The Fundamentals of Heavy-Tails:
Properties, Emergence, and Identification
Heavy-tails are a continual source of excitement and confusion across disciplines as they are repeatedly "discovered" in new contexts. This is especially true within computer systems, where heavy-tails seemingly pop up everywhere -- from degree distributions in the internet and social networks to file sizes and interarrival times of workloads. However, despite nearly a decade of work on heavy-tails they are still treated as mysterious, surprising, and even controversial.

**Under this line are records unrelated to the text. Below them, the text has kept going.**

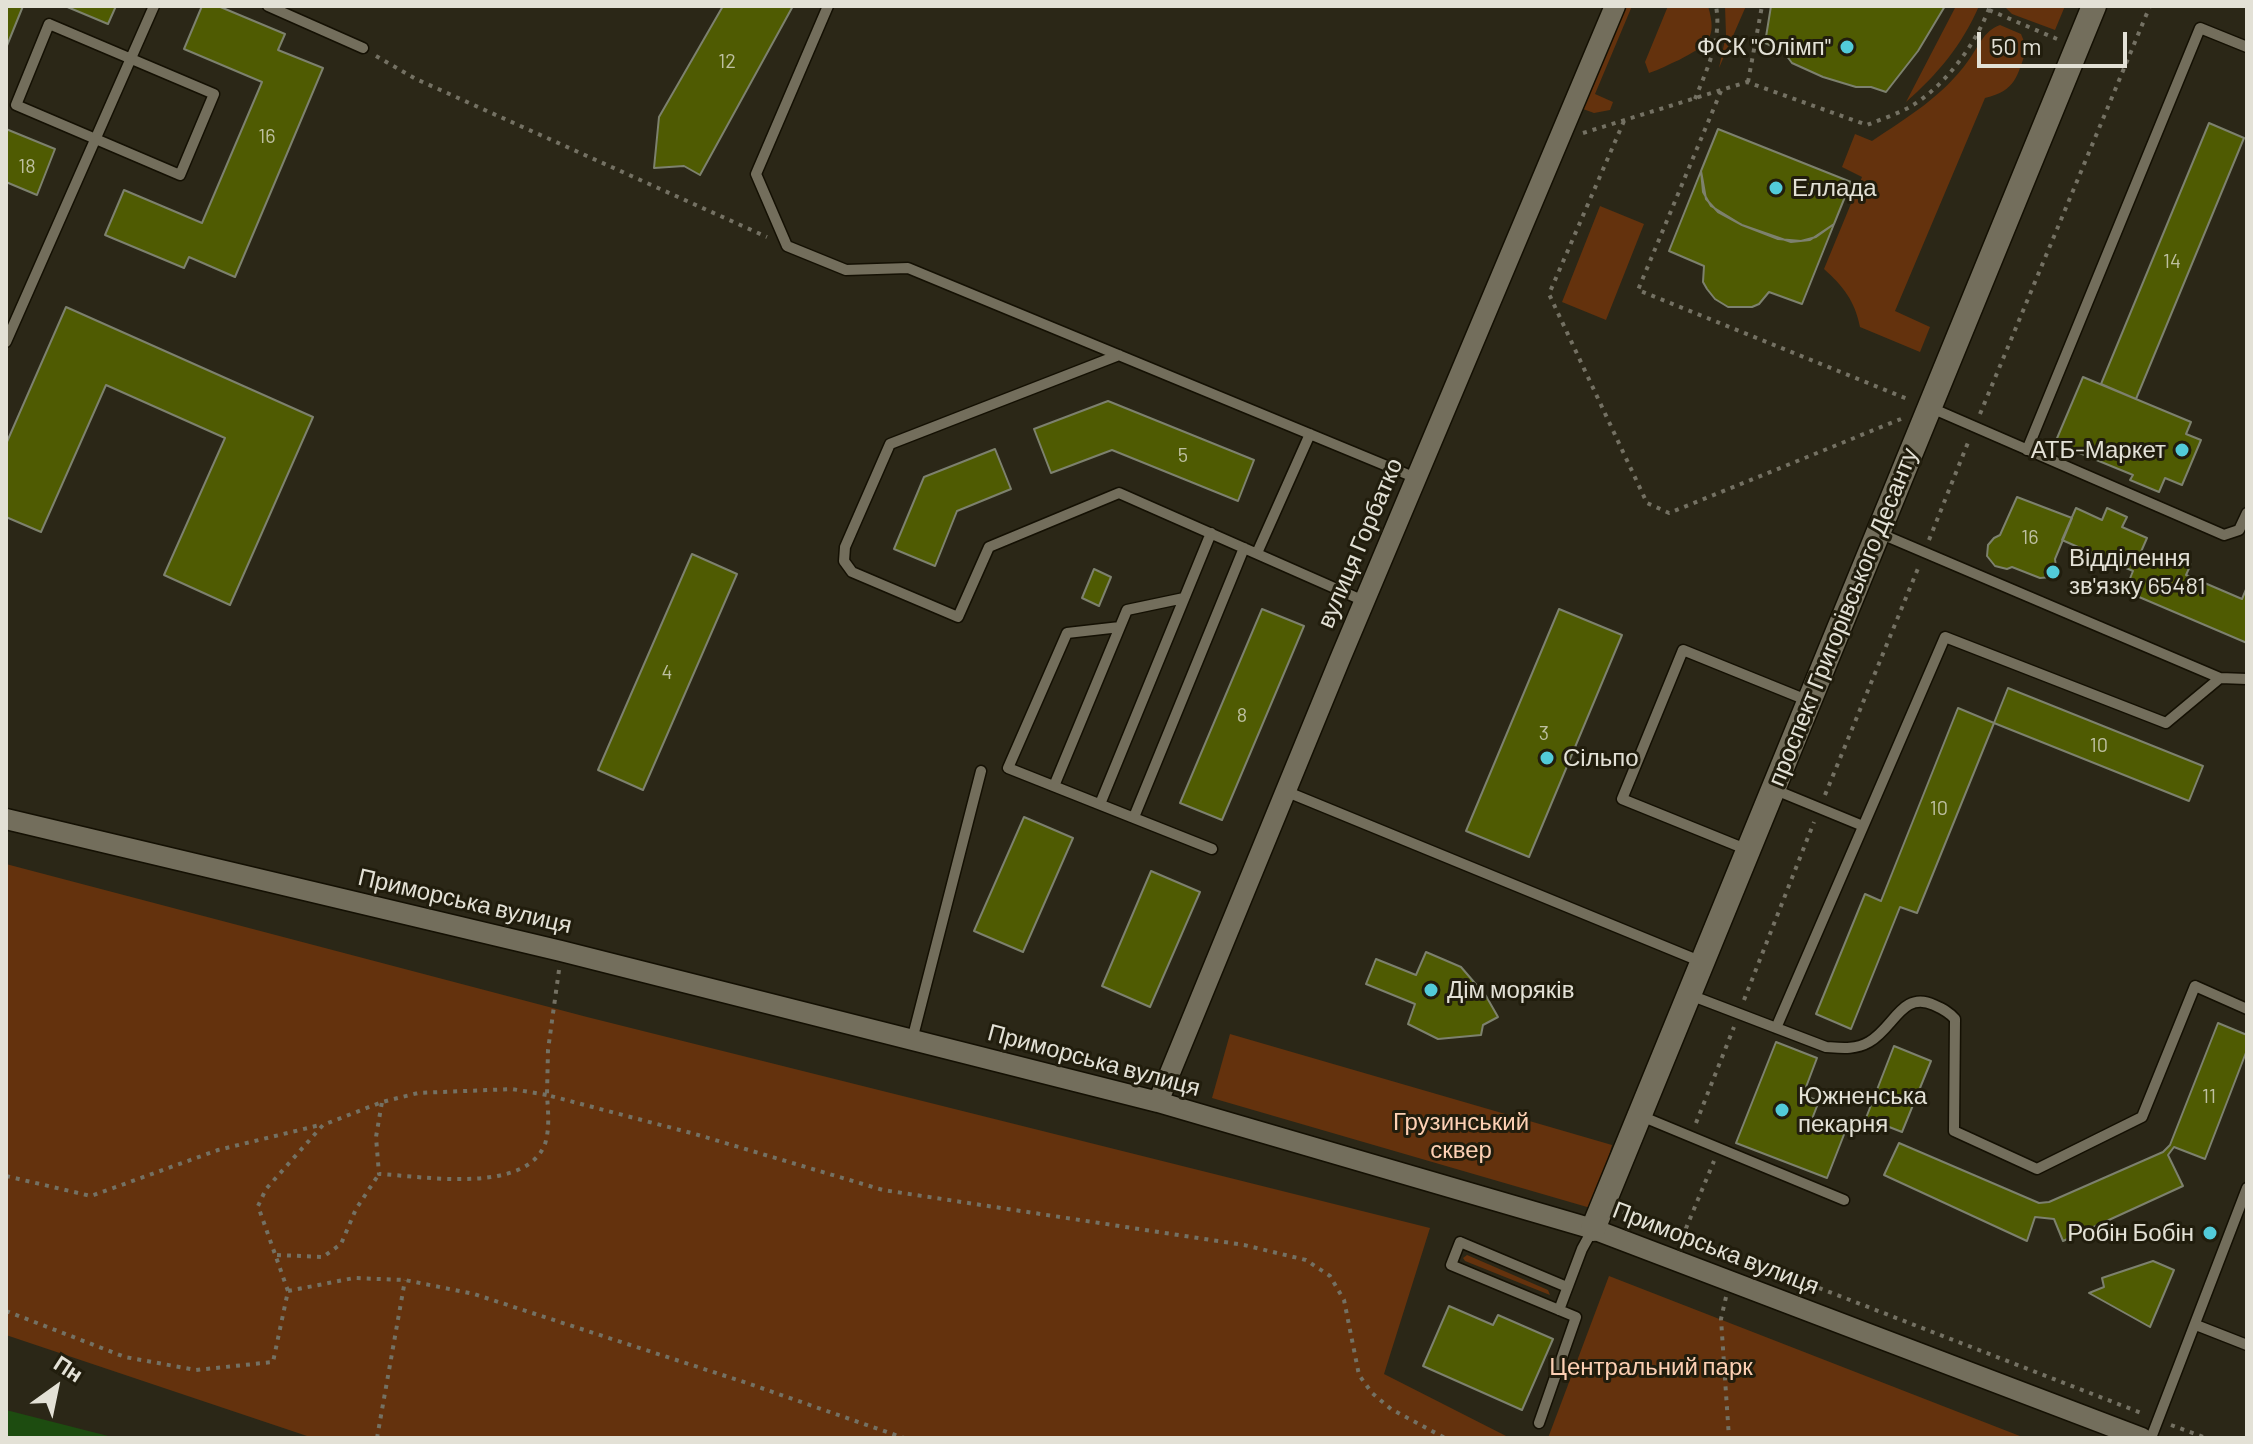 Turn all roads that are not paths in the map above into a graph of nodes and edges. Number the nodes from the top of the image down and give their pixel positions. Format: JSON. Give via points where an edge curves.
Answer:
{"nodes":[{"id":1,"x":154,"y":6,"type":"edge"},
{"id":2,"x":268,"y":6,"type":"edge"},
{"id":3,"x":828,"y":6,"type":"edge"},
{"id":4,"x":1615,"y":6,"type":"edge"},
{"id":5,"x":2094,"y":6,"type":"edge"},
{"id":6,"x":2247,"y":47,"type":"edge"},
{"id":7,"x":363,"y":48,"type":"road end"},
{"id":8,"x":132,"y":58,"type":"junction"},
{"id":9,"x":97,"y":139,"type":"junction"},
{"id":10,"x":6,"y":342,"type":"edge"},
{"id":11,"x":1119,"y":355,"type":"junction"},
{"id":12,"x":1929,"y":407,"type":"junction"},
{"id":13,"x":1310,"y":434,"type":"junction"},
{"id":14,"x":2027,"y":450,"type":"junction"},
{"id":15,"x":1416,"y":478,"type":"junction"},
{"id":16,"x":2247,"y":513,"type":"edge"},
{"id":17,"x":1211,"y":533,"type":"junction"},
{"id":18,"x":1879,"y":533,"type":"junction"},
{"id":19,"x":1244,"y":548,"type":"junction"},
{"id":20,"x":1257,"y":553,"type":"junction"},
{"id":21,"x":1184,"y":598,"type":"junction"},
{"id":22,"x":1364,"y":601,"type":"junction"},
{"id":23,"x":1120,"y":627,"type":"junction"},
{"id":24,"x":2220,"y":678,"type":"junction"},
{"id":25,"x":2247,"y":679,"type":"edge"},
{"id":26,"x":1809,"y":701,"type":"junction"},
{"id":27,"x":981,"y":771,"type":"dead end"},
{"id":28,"x":1054,"y":786,"type":"junction"},
{"id":29,"x":1773,"y":789,"type":"junction"},
{"id":30,"x":1285,"y":791,"type":"junction"},
{"id":31,"x":1100,"y":804,"type":"junction"},
{"id":32,"x":1134,"y":817,"type":"junction"},
{"id":33,"x":6,"y":819,"type":"edge"},
{"id":34,"x":1863,"y":826,"type":"junction"},
{"id":35,"x":1212,"y":849,"type":"dead end"},
{"id":36,"x":1748,"y":850,"type":"junction"},
{"id":37,"x":1702,"y":962,"type":"junction"},
{"id":38,"x":1688,"y":995,"type":"junction"},
{"id":39,"x":2247,"y":1009,"type":"edge"},
{"id":40,"x":1776,"y":1028,"type":"junction"},
{"id":41,"x":912,"y":1040,"type":"junction"},
{"id":42,"x":1158,"y":1102,"type":"junction"},
{"id":43,"x":1639,"y":1115,"type":"junction"},
{"id":44,"x":2247,"y":1188,"type":"edge"},
{"id":45,"x":1844,"y":1200,"type":"dead end"},
{"id":46,"x":1593,"y":1229,"type":"junction"},
{"id":47,"x":1567,"y":1287,"type":"junction"},
{"id":48,"x":1559,"y":1310,"type":"junction"},
{"id":49,"x":2196,"y":1325,"type":"junction"},
{"id":50,"x":2247,"y":1345,"type":"edge"},
{"id":51,"x":1539,"y":1423,"type":"dead end"},
{"id":52,"x":2142,"y":1438,"type":"edge"},
{"id":53,"x":2151,"y":1438,"type":"edge"}],
"edges":[{"from":1,"to":8,"type":"lane"},
{"from":2,"to":7,"type":"lane"},
{"from":3,"to":11,"type":"lane","via":[[756,174],[787,246],[846,270],[908,268]]},
{"from":4,"to":15,"type":"street","name":"вулиця Горбатко"},
{"from":5,"to":12,"type":"street","name":"проспект Григорівського Десанту"},
{"from":6,"to":14,"type":"lane","via":[[2200,28]]},
{"from":8,"to":9,"type":"lane"},
{"from":8,"to":9,"type":"lane","via":[[49,24],[16,105]]},
{"from":8,"to":9,"type":"lane","via":[[214,94],[180,175]]},
{"from":9,"to":10,"type":"lane"},
{"from":11,"to":13,"type":"lane"},
{"from":11,"to":17,"type":"lane","via":[[890,444],[845,547],[844,561],[852,572],[958,617],[989,547],[1119,493]]},
{"from":12,"to":14,"type":"lane"},
{"from":12,"to":18,"type":"street","name":"проспект Григорівського Десанту"},
{"from":13,"to":15,"type":"lane"},
{"from":13,"to":20,"type":"lane"},
{"from":14,"to":16,"type":"lane","via":[[2224,535],[2239,530]]},
{"from":15,"to":22,"type":"street","name":"вулиця Горбатко"},
{"from":17,"to":19,"type":"lane"},
{"from":17,"to":21,"type":"lane"},
{"from":18,"to":24,"type":"lane"},
{"from":18,"to":26,"type":"street","name":"проспект Григорівського Десанту"},
{"from":19,"to":20,"type":"lane"},
{"from":19,"to":32,"type":"lane"},
{"from":20,"to":22,"type":"lane"},
{"from":21,"to":23,"type":"lane","via":[[1127,610]]},
{"from":21,"to":31,"type":"lane"},
{"from":22,"to":30,"type":"street","name":"вулиця Горбатко"},
{"from":23,"to":28,"type":"lane"},
{"from":23,"to":28,"type":"lane","via":[[1067,633],[1008,768]]},
{"from":24,"to":25,"type":"lane"},
{"from":24,"to":34,"type":"lane","via":[[2166,723],[1945,637]]},
{"from":26,"to":29,"type":"street","name":"проспект Григорівського Десанту"},
{"from":26,"to":36,"type":"lane","via":[[1683,650],[1622,799]]},
{"from":27,"to":41,"type":"lane"},
{"from":28,"to":31,"type":"lane"},
{"from":29,"to":34,"type":"lane"},
{"from":29,"to":36,"type":"street","name":"проспект Григорівського Десанту"},
{"from":30,"to":37,"type":"lane"},
{"from":30,"to":42,"type":"street","name":"вулиця Горбатко"},
{"from":31,"to":32,"type":"lane"},
{"from":32,"to":35,"type":"lane"},
{"from":33,"to":41,"type":"street","name":"Приморська вулиця"},
{"from":34,"to":40,"type":"lane"},
{"from":36,"to":37,"type":"street","name":"проспект Григорівського Десанту"},
{"from":37,"to":38,"type":"street","name":"проспект Григорівського Десанту"},
{"from":38,"to":40,"type":"lane"},
{"from":38,"to":43,"type":"street","name":"проспект Григорівського Десанту"},
{"from":39,"to":40,"type":"lane","via":[[2195,986],[2142,1117],[2037,1169],[1954,1131],[1955,1019],[1948,1011],[1922,999],[1912,1001],[1870,1041],[1849,1049],[1826,1047]]},
{"from":41,"to":42,"type":"street","name":"Приморська вулиця"},
{"from":42,"to":46,"type":"street","name":"Приморська вулиця"},
{"from":43,"to":45,"type":"lane"},
{"from":43,"to":46,"type":"street","name":"проспект Григорівського Десанту"},
{"from":44,"to":49,"type":"lane"},
{"from":46,"to":47,"type":"lane"},
{"from":46,"to":52,"type":"street","name":"Приморська вулиця"},
{"from":47,"to":48,"type":"lane"},
{"from":47,"to":48,"type":"lane","via":[[1460,1242],[1451,1265]]},
{"from":48,"to":51,"type":"lane","via":[[1576,1317]]},
{"from":49,"to":50,"type":"lane"},
{"from":49,"to":53,"type":"lane"}]}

The goal of our forthcoming book is to show that heavy-tailed distributions need not be mysterious and should not be surprising or controversial. In particular, we will attempt to demystify heavy-tailed distributions by showing how to reason formally about their counter-intuitive properties; we will highlight that their emergence should be expected (not surprising) by showing that a wide variety of general processes lead to heavy-tailed distributions; and we will highlight that most of the controversy surrounding heavy-tails is the result of bad statistics, and can be avoided by using the proper tools.
The book will cover mathematically deep concepts such as the generalized central limit theorem, extreme value theory, and regular variation; but will do so using only elementary mathematical tools in order to make these topics accessible to anyone who has had an introductory probability course.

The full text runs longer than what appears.